- Education: Lady Shri Ram College, (BA) Faculty of Law, University of Delhi,(LLB) University of Cambridge (LLM), (MPhil)
- Occupation: Senior Advocate at the Supreme Court of India

= Geeta Luthra =

Senior advocate in the Supreme Court of India

Geeta Luthra is a Senior Advocate in the Supreme Court of India.

==Career==

Luthra began practicing law in the 1980s. For thirty years, she practiced law with Senior Advocate Pinky Anand. Luthra's legal practice experience includes criminal law, arbitration law, constitutional law, human rights and economic offenses. Her cases have included women's maintenance and property rights, bail in offenses against women, and the right for transgender people to serve in the paramilitary forces in India. She has also provided free legal services, including for female prison inmates in Bihar. In 2018, Luthra told the ThePrint, "Everyone deserves a chance at a fair trial," and "It is not my place to say what is right and what is wrong, I have always strived to work for a true sense of fairness. That is what makes me tick."

Luthra currently represents former Union Minister M. J. Akbar in the criminal defamation case he filed against Priya Ramani for sexual harassment allegations she made against him during the MeToo movement in India. She also has represented Tarun Tejpal since 2013 and Rajiv Kocher, brother-in-law of Chanda Kochhar. In 2016, Luthra represented Shashi Shekhar Thakur in the Delhi High Court. She has also represented Dubai-based businessman Rajeev Saxena.

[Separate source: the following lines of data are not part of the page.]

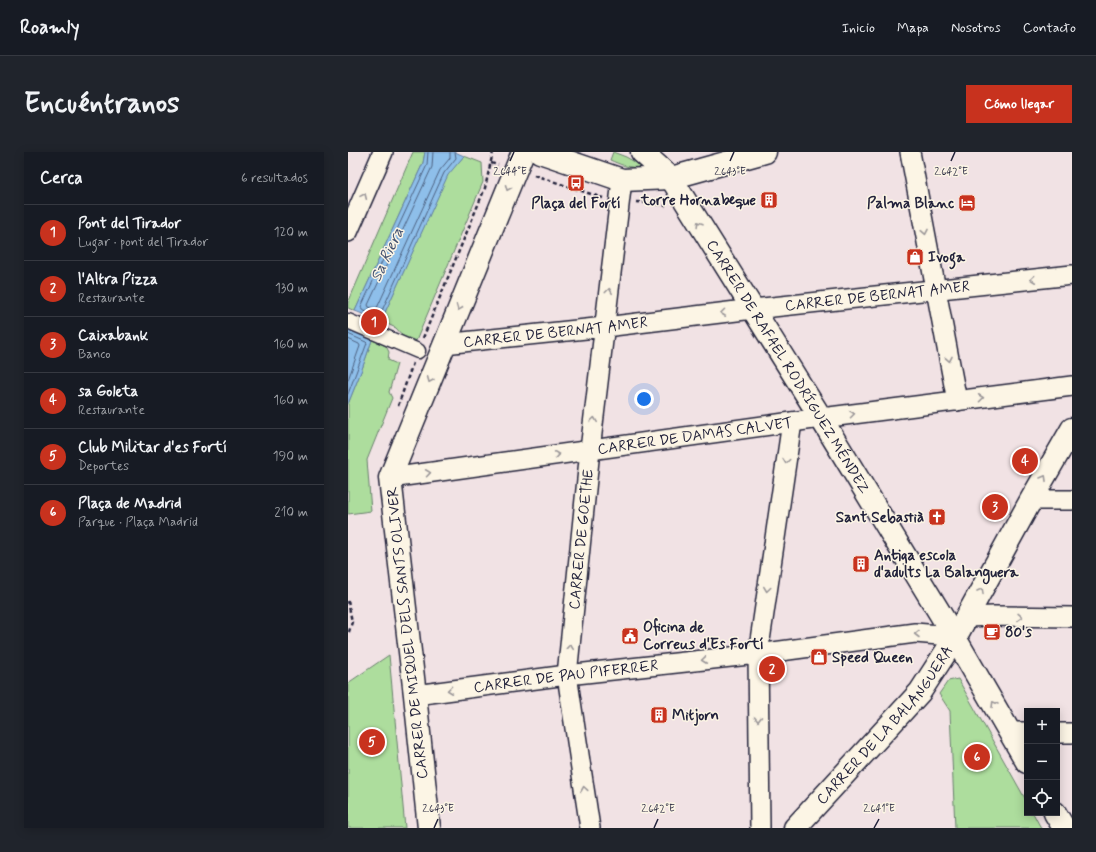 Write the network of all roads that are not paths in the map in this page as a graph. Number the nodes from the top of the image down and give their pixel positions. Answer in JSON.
{"nodes":[{"id":1,"x":383,"y":152,"type":"edge"},
{"id":2,"x":540,"y":152,"type":"edge"},
{"id":3,"x":642,"y":152,"type":"edge"},
{"id":4,"x":765,"y":152,"type":"edge"},
{"id":5,"x":910,"y":152,"type":"edge"},
{"id":6,"x":519,"y":161,"type":"edge"},
{"id":7,"x":671,"y":178,"type":"junction"},
{"id":8,"x":622,"y":180,"type":"junction"},
{"id":9,"x":348,"y":232,"type":"edge"},
{"id":10,"x":1072,"y":275,"type":"edge"},
{"id":11,"x":936,"y":290,"type":"junction"},
{"id":12,"x":753,"y":309,"type":"junction"},
{"id":13,"x":348,"y":321,"type":"edge"},
{"id":14,"x":605,"y":327,"type":"junction"},
{"id":15,"x":444,"y":344,"type":"junction"},
{"id":16,"x":418,"y":351,"type":"dead end"},
{"id":17,"x":1072,"y":386,"type":"edge"},
{"id":18,"x":957,"y":401,"type":"junction"},
{"id":19,"x":821,"y":418,"type":"junction"},
{"id":20,"x":792,"y":422,"type":"junction"},
{"id":21,"x":1072,"y":429,"type":"edge"},
{"id":22,"x":590,"y":450,"type":"junction"},
{"id":23,"x":390,"y":478,"type":"junction"},
{"id":24,"x":1031,"y":500,"type":"junction"},
{"id":25,"x":1072,"y":500,"type":"edge"},
{"id":26,"x":967,"y":617,"type":"junction"},
{"id":27,"x":1072,"y":617,"type":"edge"},
{"id":28,"x":955,"y":638,"type":"junction"},
{"id":29,"x":758,"y":654,"type":"junction"},
{"id":30,"x":567,"y":675,"type":"junction"},
{"id":31,"x":415,"y":695,"type":"junction"},
{"id":32,"x":1019,"y":732,"type":"edge"},
{"id":33,"x":1060,"y":733,"type":"edge"},
{"id":34,"x":1072,"y":733,"type":"edge"},
{"id":35,"x":1024,"y":751,"type":"edge"},
{"id":36,"x":1057,"y":816,"type":"edge"},
{"id":37,"x":429,"y":828,"type":"edge"},
{"id":38,"x":590,"y":828,"type":"edge"},
{"id":39,"x":760,"y":828,"type":"edge"},
{"id":40,"x":795,"y":828,"type":"edge"},
{"id":41,"x":1064,"y":828,"type":"edge"}],
"edges":[{"from":9,"to":1,"type":"street","one_way":true},
{"from":2,"to":8,"type":"street"},
{"from":3,"to":7,"type":"street"},
{"from":4,"to":7,"type":"street"},
{"from":5,"to":11,"type":"street","one_way":true},
{"from":6,"to":15,"type":"street","name":"CARRER DE MIQUEL DELS SANTS OLIVER","one_way":true},
{"from":7,"to":8,"type":"street"},
{"from":12,"to":7,"type":"street","name":"CARRER DE RAFAEL RODRÍGUEZ MÉNDEZ","one_way":true},
{"from":14,"to":8,"type":"street","name":"CARRER DE GOETHE","one_way":true},
{"from":10,"to":11,"type":"street","name":"CARRER DE BERNAT AMER","one_way":true},
{"from":11,"to":12,"type":"street","name":"CARRER DE BERNAT AMER"},
{"from":11,"to":18,"type":"street","one_way":true},
{"from":12,"to":14,"type":"street","name":"CARRER DE BERNAT AMER","one_way":true},
{"from":12,"to":19,"type":"street","name":"CARRER DE RAFAEL RODRÍGUEZ MÉNDEZ"},
{"from":13,"to":16,"type":"street"},
{"from":14,"to":15,"type":"street","name":"CARRER DE BERNAT AMER"},
{"from":22,"to":14,"type":"street","name":"CARRER DE GOETHE","one_way":true},
{"from":15,"to":23,"type":"street","name":"CARRER DE MIQUEL DELS SANTS OLIVER","one_way":true},
{"from":18,"to":17,"type":"street","name":"CARRER DE DAMAS CALVET","one_way":true},
{"from":19,"to":18,"type":"street","name":"CARRER DE DAMAS CALVET","one_way":true},
{"from":19,"to":20,"type":"street","name":"CARRER DE DAMAS CALVET"},
{"from":19,"to":28,"type":"street","name":"CARRER DE RAFAEL RODRÍGUEZ MÉNDEZ"},
{"from":20,"to":22,"type":"street","name":"CARRER DE DAMAS CALVET"},
{"from":20,"to":29,"type":"street","one_way":true},
{"from":24,"to":21,"type":"street","name":"CARRER DE LA BALANGUERA","one_way":true},
{"from":23,"to":22,"type":"street","name":"CARRER DE DAMAS CALVET","one_way":true},
{"from":30,"to":22,"type":"street","name":"CARRER DE GOETHE","one_way":true},
{"from":23,"to":31,"type":"street","name":"CARRER DE MIQUEL DELS SANTS OLIVER"},
{"from":24,"to":25,"type":"street"},
{"from":26,"to":24,"type":"street","name":"CARRER DE LA BALANGUERA","one_way":true},
{"from":26,"to":27,"type":"street","one_way":true},
{"from":26,"to":28,"type":"street","name":"CARRER DE LA BALANGUERA"},
{"from":28,"to":29,"type":"street","name":"CARRER DE PAU PIFERRER","one_way":true},
{"from":32,"to":28,"type":"street","name":"CARRER DE RAFAEL RODRÍGUEZ MÉNDEZ","one_way":true},
{"from":28,"to":40,"type":"street","name":"CARRER DE LA BALANGUERA"},
{"from":29,"to":30,"type":"street","name":"CARRER DE PAU PIFERRER","one_way":true},
{"from":29,"to":39,"type":"street","one_way":true},
{"from":30,"to":31,"type":"street","name":"CARRER DE PAU PIFERRER","one_way":true},
{"from":38,"to":30,"type":"street","name":"CARRER DE GOETHE","one_way":true},
{"from":31,"to":37,"type":"street","name":"CARRER DE MIQUEL DELS SANTS OLIVER"},
{"from":32,"to":35,"type":"street","name":"CARRER DE RAFAEL RODRÍGUEZ MÉNDEZ"},
{"from":33,"to":34,"type":"street"},
{"from":36,"to":41,"type":"street"}]}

In 2021, Luthra was one of two senior advocates who appeared in the Supreme Court on behalf of Bhartiya Janata Party leader and lawyer Ashwini Kumar Upadhyay, who filed a petition seeking the uniform application of gender and religion-neutral adoption and guardianship laws throughout India. Luthra also represented the National Commission for Women (NCW) in its Supreme Court challenge to a Bombay High Court case involving a man accused of groping a 12-year-old girl, where the verdict was an acquittal due to a lack of "skin-to-skin" contact.

== Commentary ==
Luthra has argued for statutory safety and privacy while implementing apps like Aarogya Setu, which are claimed to be in public health interest. In 2017, she provided commentary as a human rights lawyer to The Statesman after the Supreme Court ruled that the right to privacy is a fundamental right. In 2019, she spoke with Faye D'Souza of Times Now about the right to vote. In 2019, Luthra provided commentary to The Print about an order from a Nanded family court that included a provision for a man to donate sperm to his estranged wife or have his refusal be used as grounds for divorce.

In 2020, Luthra participated in a public debate about capital punishment with other attorneys that was hosted by the Delhi High Court Women Lawyers Forum. In 2020, Luthra spoke out about the anti-conversion law.

==Associations==

Luthra is the Vice-President of the Indian Council of Arbitration. She is a member of the International Academy of Family Lawyers and LawAsia.

== Education ==
Luthra graduated from Lady Shri Ram College with a BA in Political Science in 1977 and graduated from the University of Cambridge with an LLM and M.Phil. after winning the Inlaks scholarship. While at Cambridge, Elihu Lauterpacht was one of her teachers. She studied law at Campus Law Centre, Faculty of Law, University of Delhi.

==Personal life==
Luthra's father, K.K. Luthra, was a senior advocate, and her brother Sidharth Luthra is senior advocate who has said Luthra helped support the start of his law practice. Luthra's daughter Shivani has also joined the legal profession.